• **Your goal**: Without the pictures, set down the records below word for word.

Stored items from a collection
# # # # #

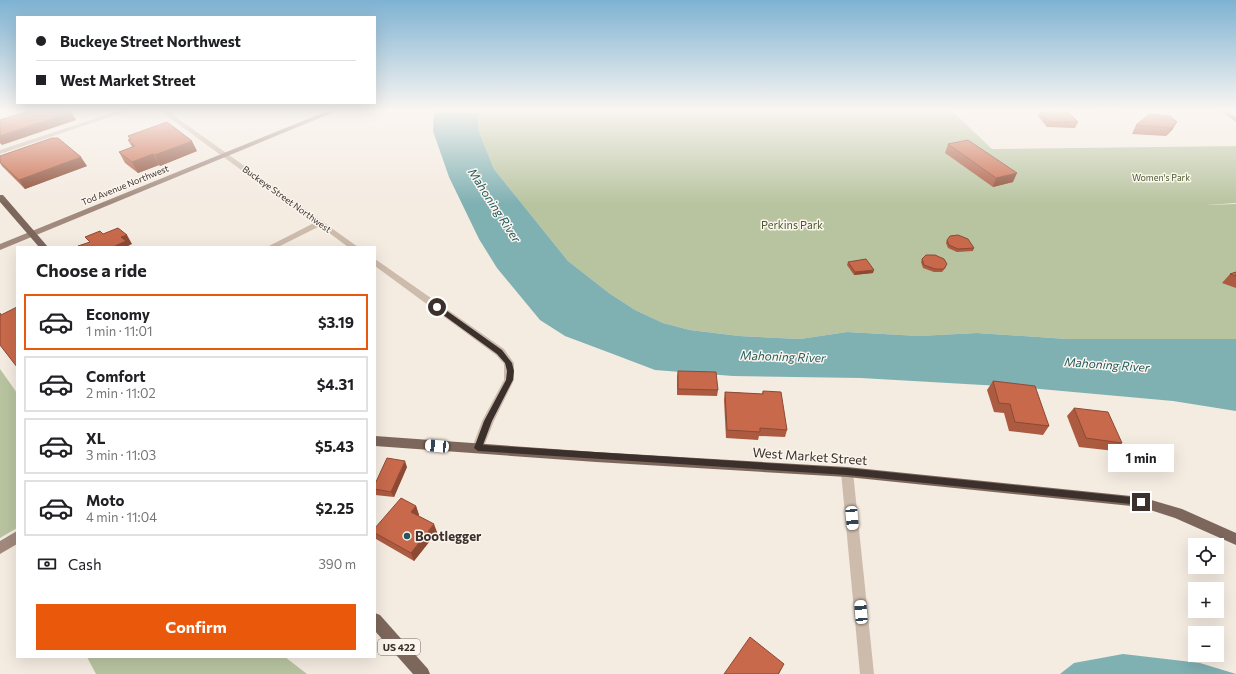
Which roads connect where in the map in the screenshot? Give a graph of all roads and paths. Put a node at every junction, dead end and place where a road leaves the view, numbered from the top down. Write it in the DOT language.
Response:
graph roads {
  1 [pos="32,141"];
  2 [pos="207,141"];
  3 [pos="259,141"];
  4 [pos="0,152"];
  5 [pos="226,155"];
  6 [pos="0,197"];
  7 [pos="320,223"];
  8 [pos="32,234"];
  9 [pos="43,246"];
  10 [pos="273,246"];
  11 [pos="353,246"];
  12 [pos="0,247"];
  13 [pos="376,263"];
  14 [pos="376,441"];
  15 [pos="478,448"];
  16 [pos="847,472"];
  17 [pos="16,538"];
  18 [pos="1236,539"];
  19 [pos="0,548"];
  20 [pos="376,621"];
  21 [pos="423,674"];
  22 [pos="867,674"];
  1 -- 4 [label="street"];
  2 -- 5 [label="street, Buckeye Street Northwest"];
  3 -- 5 [label="main road, Tod Avenue Northwest"];
  5 -- 7 [label="street, Buckeye Street Northwest"];
  5 -- 8 [label="main road, Tod Avenue Northwest"];
  6 -- 8 [label="main road"];
  7 -- 10 [label="street"];
  7 -- 11 [label="street, Buckeye Street Northwest"];
  8 -- 9 [label="main road"];
  8 -- 12 [label="main road, Tod Avenue Northwest"];
  13 -- 15 [label="street"];
  14 -- 15 [label="main road, West Market Street"];
  15 -- 16 [label="main road, West Market Street"];
  16 -- 18 [label="main road, West Market Street"];
  16 -- 22 [label="street"];
  17 -- 19 [label="main road"];
  20 -- 21 [label="main road, US 422"];
}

# # # # #

• **Solution to the problem**:
Which roads connect where in the map in the screenshot? Give a graph of all roads and paths. Put a node at every junction, dead end and place where a road leaves the view, numbered from the top down. Write it in the DOT language.
Response:
graph roads {
  1 [pos="32,141"];
  2 [pos="207,141"];
  3 [pos="259,141"];
  4 [pos="0,152"];
  5 [pos="226,155"];
  6 [pos="0,197"];
  7 [pos="320,223"];
  8 [pos="32,234"];
  9 [pos="43,246"];
  10 [pos="273,246"];
  11 [pos="353,246"];
  12 [pos="0,247"];
  13 [pos="376,263"];
  14 [pos="376,441"];
  15 [pos="478,448"];
  16 [pos="847,472"];
  17 [pos="16,538"];
  18 [pos="1236,539"];
  19 [pos="0,548"];
  20 [pos="376,621"];
  21 [pos="423,674"];
  22 [pos="867,674"];
  1 -- 4 [label="street"];
  2 -- 5 [label="street, Buckeye Street Northwest"];
  3 -- 5 [label="main road, Tod Avenue Northwest"];
  5 -- 7 [label="street, Buckeye Street Northwest"];
  5 -- 8 [label="main road, Tod Avenue Northwest"];
  6 -- 8 [label="main road"];
  7 -- 10 [label="street"];
  7 -- 11 [label="street, Buckeye Street Northwest"];
  8 -- 9 [label="main road"];
  8 -- 12 [label="main road, Tod Avenue Northwest"];
  13 -- 15 [label="street"];
  14 -- 15 [label="main road, West Market Street"];
  15 -- 16 [label="main road, West Market Street"];
  16 -- 18 [label="main road, West Market Street"];
  16 -- 22 [label="street"];
  17 -- 19 [label="main road"];
  20 -- 21 [label="main road, US 422"];
}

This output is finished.